Employees cybersecurity awareness

 

“A chain is as strong as its weakest link”, this is why its so important to educate employees about cybersecurity hygiene and popular attack methods like phishing or “evil twin”. You can have the most advanced security measures in place but sometimes all it takes is one employee clicking that “reset password” button in a phishing e-mail.

Your employees’ must be aware on how to detect danger on the Internet and how to protect themselves from it.

The best educating method is performing training and meetups for your employees about cybersecurity. You should focus on topics and threats that the employee can encounter in his daily work or live, like phishing, safety when accessing Open WiFi hotspots or cyberhygiene (e.g. passwords strength and management).

If you have more budget and time you can conduct controlled phishing campaign, where you as the IT department (disguised as external attacker) target your users with phishing e-mails and later use the statistics gained during the testing for further cybersecurity awareness improving.

Of course awareness is not everything, additionally to training and improving your employees understanding of cybersecurity, you must have technical security measures in place for their endpoint PCs which are often an entry point to your internal network.

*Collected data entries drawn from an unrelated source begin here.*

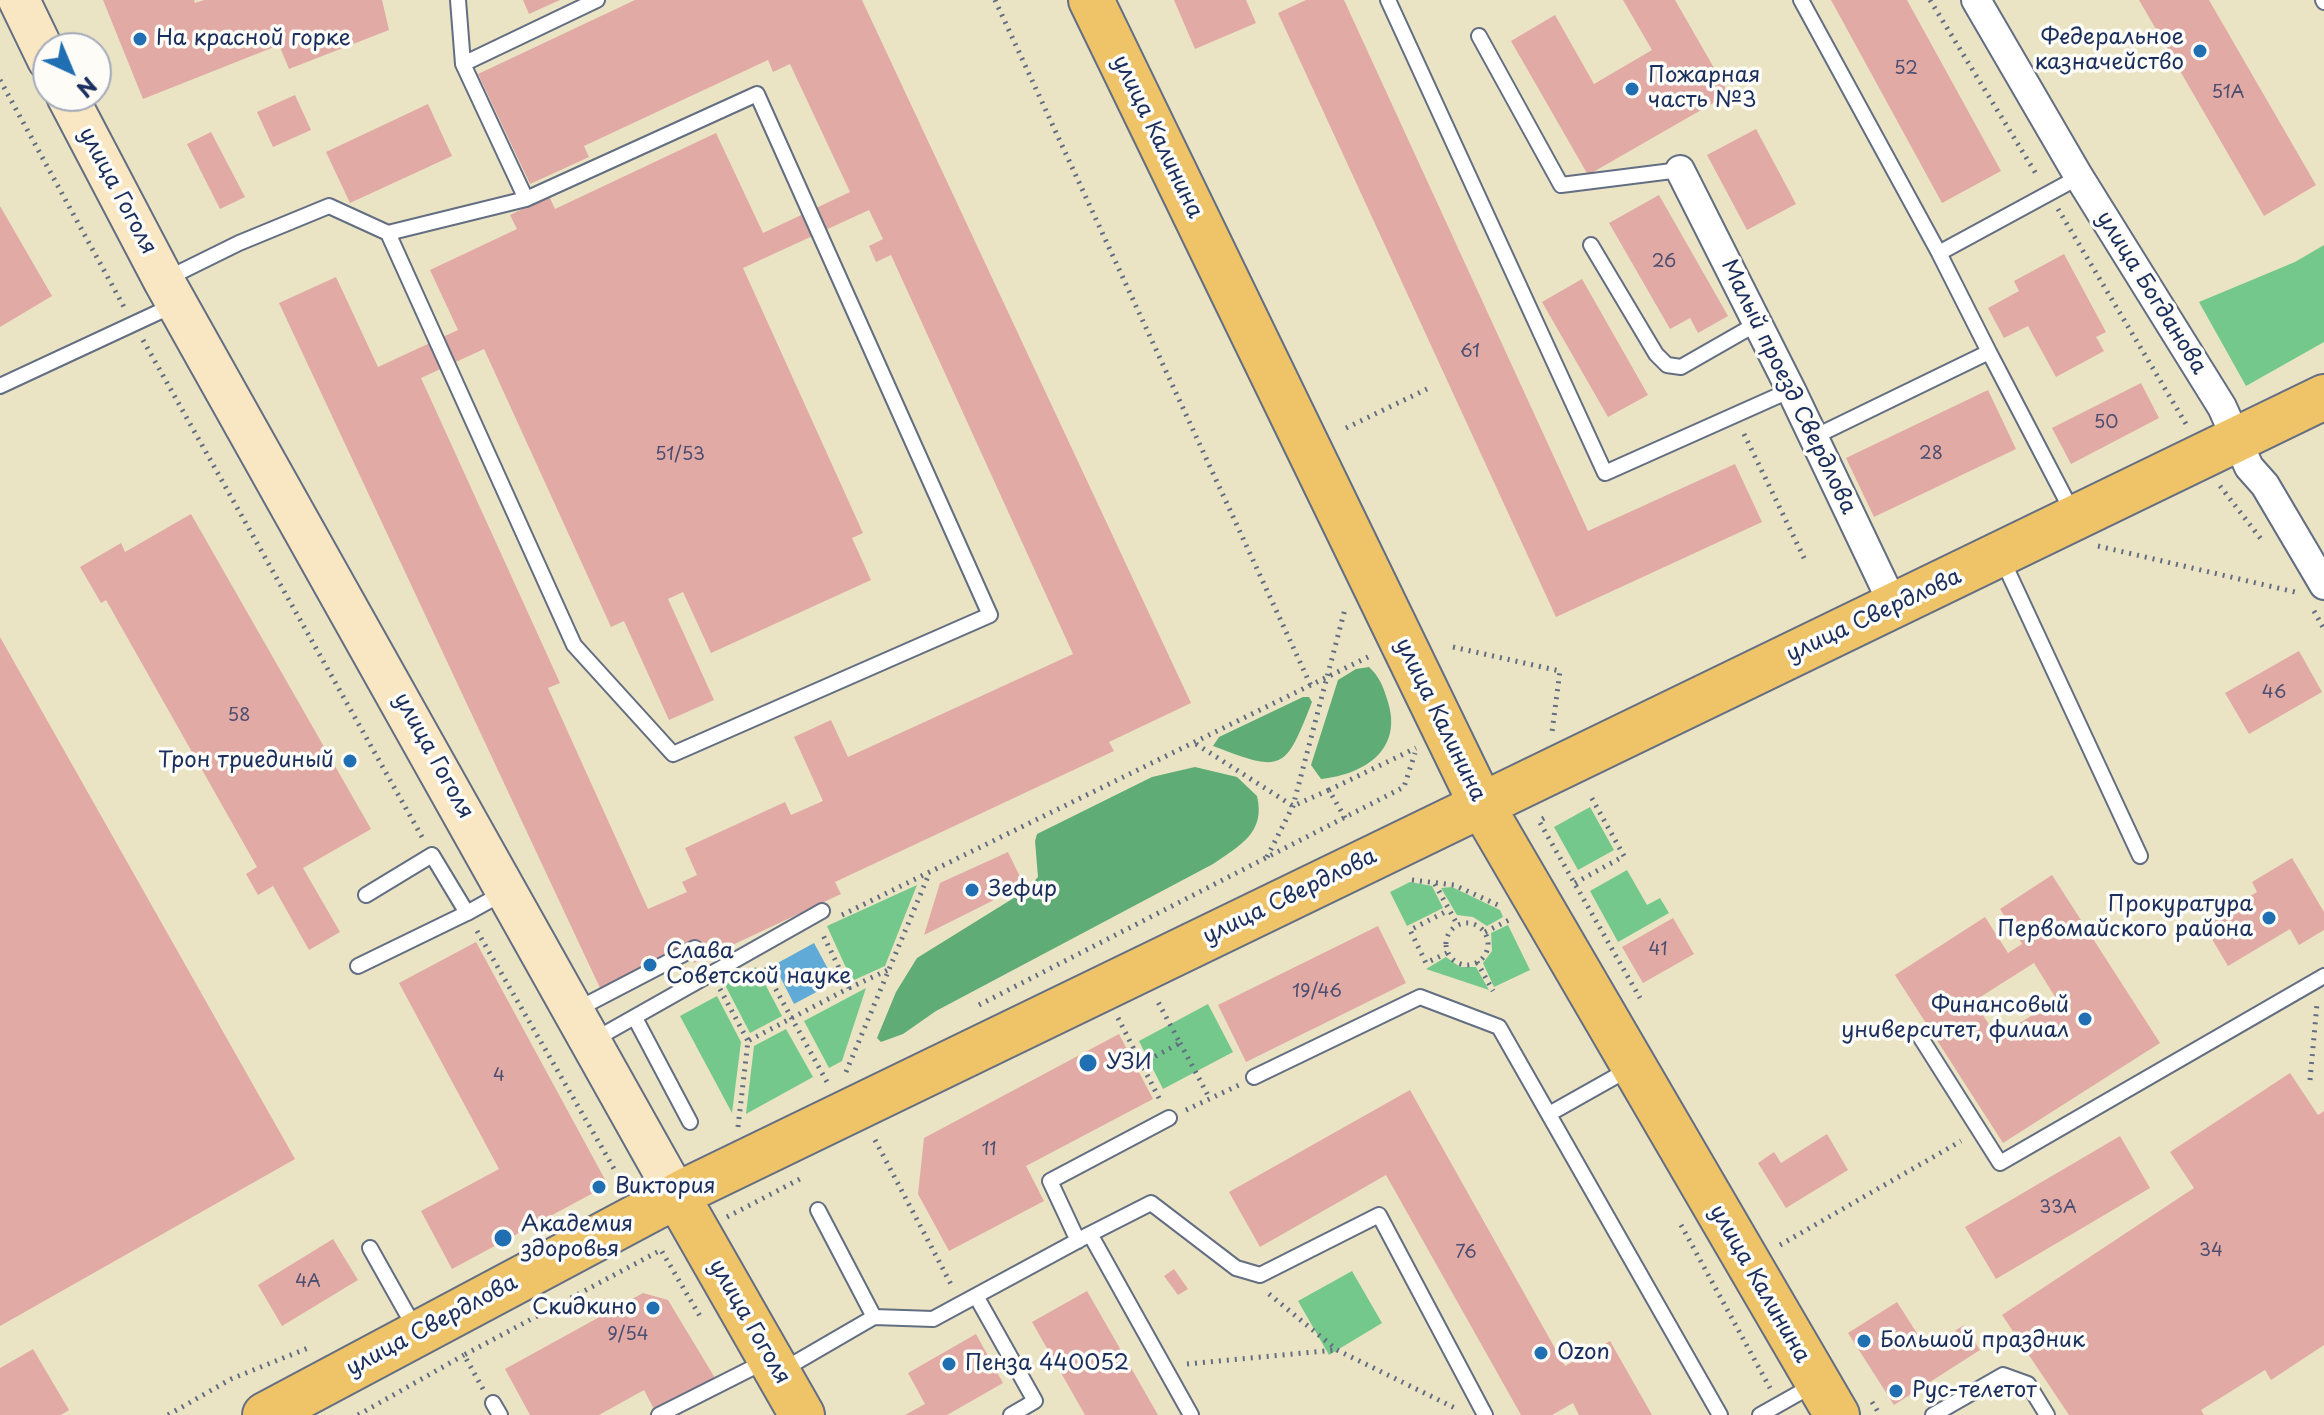 <!DOCTYPE html>
<meta charset="utf-8">
<style>
body{margin:0}
#map{position:relative;width:2324px;height:1415px;overflow:hidden;background:#eae4c4;font-family:"Playpen Sans",sans-serif}
canvas{display:block}
.north{position:absolute;left:32px;top:32px;width:80px;height:80px;box-sizing:border-box;background:#fdfcf7;border:2px solid #a3aaba;border-radius:50%;rotate:136deg;font-size:22px;font-weight:700;line-height:32px;text-align:center;color:#1b2f5e}
.north::after{content:'';display:block;margin:auto;width:28px;height:36px;background:#1f6fb2;clip-path:polygon(50% 0,100% 100%,50% 72%,0 100%)}
</style>
<div id="map">
<canvas width="2324" height="1415"></canvas>
<div class="north">N</div>
</div>
<script>
const ctx = document.querySelector('canvas').getContext('2d');
ctx.lineJoin = 'round';
function paint(path, color) { ctx.fillStyle = color; ctx.fill(path, 'evenodd'); }
function strokePath(path, color, width, dash) { ctx.strokeStyle = color; ctx.lineWidth = width; ctx.lineCap = dash ? 'butt' : 'round'; ctx.setLineDash(dash || []); ctx.stroke(path); }
function write(font, color, halo, rows, align = 'center') {
  ctx.font = font + ' "Playpen Sans",sans-serif'; ctx.lineWidth = 7; ctx.setLineDash([]); ctx.textBaseline = 'middle'; ctx.strokeStyle = halo; ctx.fillStyle = color; for (const [text, x, y, turn = 0] of rows) {
    ctx.save(); ctx.translate(x, y); ctx.rotate((+turn || 0) * Math.PI / 180); ctx.textAlign = isNaN(turn) ? turn : align; if (halo) ctx.strokeText(text, 0, 0); ctx.fillText(text, 0, 0); ctx.restore();
  }
}
paint(new Path2D(`
 M2324,245V342L2246,386L2199,302L2295,262Z
 M1590,807L1614,850L1578,870L1554,827Z
 M1627,870L1647,905L1660,898L1669,913L1618,942L1590,891Z
 M1410,882L1432,886L1443,908L1407,926L1390,892Z
 M917,885L885,966L852,981L827,926Z
 M1452,887L1500,910L1503,917L1487,926L1473,917L1457,915L1441,888Z
 M1508,925L1530,970L1494,987L1483,963L1492,951L1491,933Z
 M1446,957L1460,967H1476L1489,990L1426,969Z
 M756,967L782,1016L750,1033L724,983Z
 M866,988L842,1061L829,1068L804,1021Z
 M717,996L741,1042L732,1113L680,1016Z
 M1208,1004L1233,1052L1163,1089L1139,1041Z
 M786,1029L813,1077L746,1114L754,1046Z
 M1352,1271L1382,1323L1329,1355L1298,1301Z`), '#75c88b');
paint(new Path2D(`
 M1369,667C1379,676 1383,686 1387,699C1404,748 1367,774 1321,779L1311,765L1338,680L1356,669Z
 M1303,697H1309L1312,702C1285,771 1283,773 1213,746L1219,737Z
 M1195,767L1237,777L1257,796C1266,833 1239,846 1213,864L936,1011L903,1034L881,1042L877,1038L896,992L917,958L1025,891L1038,877L1035,841L1037,834L1152,777Z`), '#60ac77');
paint(new Path2D(`
 M814,943L835,982L794,1004L774,965Z`), '#5faad7');
paint(new Path2D(`
 M103,0H194L195,3L204,0H382L389,30L289,69L279,45L143,99Z
 M523,0H560L529,14Z
 M635,0H862L1191,703L1109,742L1114,751L835,882L841,894L694,963L687,948L600,988L279,303L336,277L378,367L458,330L430,270L517,229L510,215L549,196L555,209L716,133L763,233L850,192L790,64L773,72L768,60L584,146L589,157L530,184L478,74ZM869,210L883,239L869,246L876,262L891,255L1073,654L848,757L831,720L794,737L823,801L791,815L785,802L685,848L697,875L682,882L687,892L648,909L548,688L560,683L421,378L484,349L611,627L624,621L669,720L714,700L668,599L683,592L711,653L871,580L852,538L863,533L743,268Z
 M1174,0H1246L1256,23L1195,49Z
 M1306,0H1344L1588,531L1735,464L1762,522L1556,617L1278,13Z
 M1623,0H1675L1729,94L1588,175L1511,41L1555,15L1594,84L1652,50Z
 M1831,0H1907L2001,171L1942,203Z
 M2139,0H2209L2316,185L2264,216Z
 M295,95L311,130L273,147L257,112Z
 M428,104L452,156L350,203L326,152Z
 M1756,129L1796,204L1747,230L1707,155Z
 M211,132L245,197L220,209L187,144Z
 M1659,195L1728,316L1698,333L1690,318L1670,329L1609,223Z
 M0,206L52,296L0,327Z
 M2064,254L2106,332L2096,337L2104,351L2056,377L2028,326L2004,338L1988,308L2019,291L2014,281Z
 M1582,279L1648,395L1608,417L1542,302Z
 M2141,383L2159,418L2071,464L2052,428Z
 M1988,390L2016,449L1874,517L1846,458Z
 M191,514L371,829L303,868L340,932L309,950L273,886L258,895L246,874L257,867L106,600L101,603L80,567L121,543L125,552Z
 M0,637L295,1159L0,1326Z
 M2299,651L2322,692L2249,734L2225,693Z
 M1008,852L1024,885L924,935L940,883Z
 M2292,858L2324,912V930L2299,945L2290,929L2228,966L2203,924L2257,892L2252,882Z
 M2052,875L2160,1043L2003,1143L1895,975L1985,917L2008,953L2022,944L2000,909ZM2034,963L2057,1000L1997,1037L1974,1001Z
 M1673,918L1694,954L1643,983L1622,947Z
 M1378,926L1406,983L1246,1062L1218,1005Z
 M476,942L608,1185L452,1269L421,1211L499,1169L399,983Z
 M1119,1034L1153,1099L1026,1166L1044,1201L949,1251L918,1194L924,1138Z
 M2290,1073L2318,1115L2324,1111V1345L2271,1380L2265,1370L2201,1410L2204,1415H2069L2002,1315L2194,1188L2170,1152Z
 M1410,1090L1565,1366L1610,1341L1652,1415H1579L1573,1403L1552,1415H1521L1386,1175L1260,1247L1229,1192Z
 M1827,1134L1848,1170L1786,1208L1758,1163L1774,1152L1781,1163Z
 M2120,1136L2150,1188L1996,1279L1965,1227Z
 M333,1239L358,1280L282,1326L258,1285Z
 M1174,1269L1188,1289L1178,1295L1164,1276Z
 M1087,1291L1158,1415H1085L1032,1322Z
 M643,1293L668,1300L715,1378L655,1411L644,1390L599,1415H530L505,1369Z
 M1897,1302L1927,1349L1964,1325L1980,1350L1894,1405L1848,1333Z
 M976,1334L1003,1383L947,1415H905L925,1404L908,1373Z
 M33,1349L69,1410L61,1415H0V1368Z`), '#e2aaa5');
const service = new Path2D(`
 M458,0L463,64
 M1388,0L1605,473L1791,390
 M1801,0L1939,253
 M2323,0L2324,2
 M1479,36L1561,185L1680,170
 M526,199L463,64L597,0
 M1591,245L1656,354L1667,365L1681,367L1758,323
 M164,280L239,243L329,206L388,233L526,199L757,94L990,615L673,754L574,645L388,233
 M1989,352L1939,253L2079,177
 M0,386L174,305
 M1814,437L1989,352L2074,515
 M2002,559L2140,856
 M366,895L432,855L467,913L505,892
 M358,966L467,913
 M576,1010L695,948
 M635,1018L690,1122
 M1919,1035L2000,1163L2324,976
 M592,1041L822,911
 M1254,1077L1420,997L1499,1027L1720,1415
 M1549,1114L1629,1069
 M818,1210L874,1317
 M1090,1234L1151,1203L1236,1268L1260,1275L1379,1215L1485,1415
 M1078,1241L1050,1181L1169,1118
 M370,1248L416,1330
 M976,1296L1035,1401L1011,1415
 M781,1371L874,1317L933,1319L1090,1234L1191,1415
 M493,1403L500,1415
 M659,1415L766,1361
 M1760,1415L1815,1384
 M1933,1415L2003,1375L2028,1384L2047,1415`);
const minor = new Path2D(`
 M1976,0L2079,177L2222,407L2249,467L2265,485L2324,585
 M1680,170L1791,390L1894,606`);
const secondary = new Path2D(`
 M19,0L48,60
 M67,96L164,281L677,1196`);
const primary = new Path2D(`
 M1091,0L1481,804L1837,1415
 M677,1196L802,1415
 M265,1415L691,1188L2324,397`);
strokePath(service, '#636e82', 18);
strokePath(minor, '#636e82', 32);
strokePath(secondary, '#636e82', 44);
strokePath(primary, '#636e82', 48);
strokePath(new Path2D(`
 M995,0L1311,686
 M1930,0L2038,177
 M0,80L124,307
 M2058,209L2186,424
 M143,340L422,837
 M1346,428L1427,389
 M1744,434L1805,560
 M2220,486L2261,539
 M2098,546L2295,592
 M2314,611L2324,629
 M1453,647L1560,671L1552,732
 M1196,744L1293,806L1329,790
 M1345,818L1329,790L1416,748
 M1544,818L1539,821L1640,998
 M1267,857L1293,806L1345,609
 M1412,880L1454,885L1498,905
 M1575,883L1624,856L1590,795
 M1435,884L1457,924
 M842,915L1372,655
 M1446 944a21 21 0 1 1 42 0a21 21 0 1 1-42 0Z
 M477,931L624,1186
 M1485,932L1509,920
 M1447,953L1426,963L1410,930L1449,910
 M1477,962L1493,991
 M764,968L827,1082
 M849,988L888,970
 M720,989L748,1041
 M979,1005L1404,787L1415,753
 M1118,1018L1161,1102
 M1180,1043L1210,1099
 M1141,1064L1180,1043L1157,1000
 M846,1072L929,874
 M2310,1080L2317,1004
 M1186,1110L1239,1085
 M738,1127L748,1041L849,988L822,933
 M875,1140L953,1288
 M727,1217L800,1179
 M1681,1225L1770,1388
 M1780,1245L1961,1141
 M1269,1294L1337,1350L1457,1409
 M1187,1364L1336,1350
 M483,1389L464,1355L661,1250L701,1318
 M1872,1402L1880,1415
 M168,1415L231,1379L308,1348
 M358,1415L464,1355`), '#636e82', 5, [2, 6]);
strokePath(service, '#fff', 14);
strokePath(minor, '#fff', 28);
strokePath(secondary, '#f9e7c3', 40);
strokePath(primary, '#efc469', 44);
for (const [x, y, r, color] of [
 [140,39,8,"#1f6fb2"],
 [2200,51,8,"#1f6fb2"],
 [1632,89,8,"#1f6fb2"],
 [350,761,8,"#1f6fb2"],
 [972,890,8,"#1f6fb2"],
 [2269,918,8,"#1f6fb2"],
 [650,965,8,"#1f6fb2"],
 [2085,1019,8,"#1f6fb2"],
 [1088,1063,10,"#1f6fb2"],
 [599,1187,8,"#1f6fb2"],
 [503,1238,10,"#1f6fb2"],
 [653,1308,8,"#1f6fb2"],
 [1864,1341,8,"#1f6fb2"],
 [1541,1353,8,"#1f6fb2"],
 [949,1364,8,"#1f6fb2"],
 [1896,1391,8,"#1f6fb2"]
]) { const dot = new Path2D(); dot.arc(x, y, r, 0, 2 * Math.PI); ctx.fillStyle = color; ctx.fill(dot); strokePath(dot, '#fdfcf7', 3); }
write('18px', '#4d4e70', null, [
 ["52",1906,69],
 ["51А",2228,93],
 ["26",1664,262],
 ["61",1470,352],
 ["50",2106,423],
 ["28",1931,454],
 ["51/53",680,455],
 ["46",2274,693],
 ["58",239,716],
 ["41",1658,950],
 ["19/46",1317,992],
 ["4",499,1076],
 ["11",989,1150],
 ["33А",2058,1208],
 ["34",2211,1251],
 ["76",1466,1253],
 ["4А",308,1282],
 ["9/54",628,1335]
]);
write('22px', '#1b2f5e', '#fdfcf7', [
 ["Федеральное",2184,38,"right"],
 ["казначейство",2184,63,"right"],
 ["На красной горке",156,39],
 ["Пожарная",1648,76],
 ["часть №3",1648,101],
 ["Трон триединый",334,761,"right"],
 ["Зефир",988,890],
 ["Прокуратура",2253,905,"right"],
 ["Первомайского района",2253,930,"right"],
 ["Слава",666,952],
 ["Советской науке",666,977],
 ["Финансовый",2069,1006,"right"],
 ["университет, филиал",2069,1031,"right"],
 ["УЗИ",1106,1063],
 ["Виктория",615,1187],
 ["Академия",521,1225],
 ["здоровья",521,1250],
 ["Скидкино",637,1308,"right"],
 ["Большой праздник",1880,1341],
 ["Ozon",1557,1353],
 ["Пенза 440052",965,1364],
 ["Рус-телетот",1912,1391]
], 'left');
write('22px', '#1b2f5e', '#fdfcf7', [
 ["улица Калинина",1157,137,64],
 ["улица Гоголя",117,191,62],
 ["улица Богданова",2151,293,58],
 ["Малый проезд Свердлова",1788,387,64],
 ["улица Свердлова",1874,616,-25],
 ["улица Калинина",1440,720,64],
 ["улица Гоголя",433,756,61],
 ["улица Свердлова",1290,897,-26],
 ["улица Калинина",1759,1284,60],
 ["улица Гоголя",749,1322,60],
 ["улица Свердлова",432,1326,-28]
]);
</script>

This technical measurements can be:

  • antivirus software (e.g. Windows Defender or third-party software) which will help detecting viruses and suspicious software
  • auditing and inventorying software (e.g. eAuditor or Microsoft Intune) which will help you catalog and monitor users’ personal computer, they can also be used to limit apps that are allowed to be installed on the PCs
  • firewalls which can minimize the endpoints exposure to public networks, they are crucial and should never be disabled!

To minimize risk you should also stick to the “zero trust” rule, which is a security strategy that assumes individuals, devices and services that are attempting to access company resources, even those inside the internal network, cannot automatically be trusted.

In endpoints the strategy refers to account permissions, user should never have full administrative access to their system or at least he should be always asked if he want to run anything as an administrator (with the need to provide password), this will ensure that if a malicious program is run as the employee’s user on his pc, it will not have administrative right by default and will not be able to do any serious harm before its detected and blocked.

Summing up:

 

I hope this article helped you to understand why policies, procedures and employees’ cyberawareness should be an important matters for every organization that takes its IT security seriously.